What you are asked to do: For each entry that follows, produce an exact copy.

** Dataset content follows **

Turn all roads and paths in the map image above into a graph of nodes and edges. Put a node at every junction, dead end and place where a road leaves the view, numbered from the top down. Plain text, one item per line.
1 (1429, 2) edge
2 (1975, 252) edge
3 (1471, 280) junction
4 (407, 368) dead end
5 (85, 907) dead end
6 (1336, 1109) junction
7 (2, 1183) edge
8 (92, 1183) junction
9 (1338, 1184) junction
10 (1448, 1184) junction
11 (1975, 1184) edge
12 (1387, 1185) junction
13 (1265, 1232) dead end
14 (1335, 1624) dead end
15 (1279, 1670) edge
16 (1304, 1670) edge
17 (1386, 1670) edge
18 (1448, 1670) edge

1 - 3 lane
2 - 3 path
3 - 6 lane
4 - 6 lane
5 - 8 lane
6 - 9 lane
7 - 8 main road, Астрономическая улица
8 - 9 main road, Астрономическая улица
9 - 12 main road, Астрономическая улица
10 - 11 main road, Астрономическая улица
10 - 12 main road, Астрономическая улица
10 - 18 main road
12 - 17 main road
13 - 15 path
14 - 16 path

** End of Dataset content **

Solution to this task:
Turn all roads and paths in the map image above into a graph of nodes and edges. Put a node at every junction, dead end and place where a road leaves the view, numbered from the top down. Plain text, one item per line.
1 (1429, 2) edge
2 (1975, 252) edge
3 (1471, 280) junction
4 (407, 368) dead end
5 (85, 907) dead end
6 (1336, 1109) junction
7 (2, 1183) edge
8 (92, 1183) junction
9 (1338, 1184) junction
10 (1448, 1184) junction
11 (1975, 1184) edge
12 (1387, 1185) junction
13 (1265, 1232) dead end
14 (1335, 1624) dead end
15 (1279, 1670) edge
16 (1304, 1670) edge
17 (1386, 1670) edge
18 (1448, 1670) edge

1 - 3 lane
2 - 3 path
3 - 6 lane
4 - 6 lane
5 - 8 lane
6 - 9 lane
7 - 8 main road, Астрономическая улица
8 - 9 main road, Астрономическая улица
9 - 12 main road, Астрономическая улица
10 - 11 main road, Астрономическая улица
10 - 12 main road, Астрономическая улица
10 - 18 main road
12 - 17 main road
13 - 15 path
14 - 16 path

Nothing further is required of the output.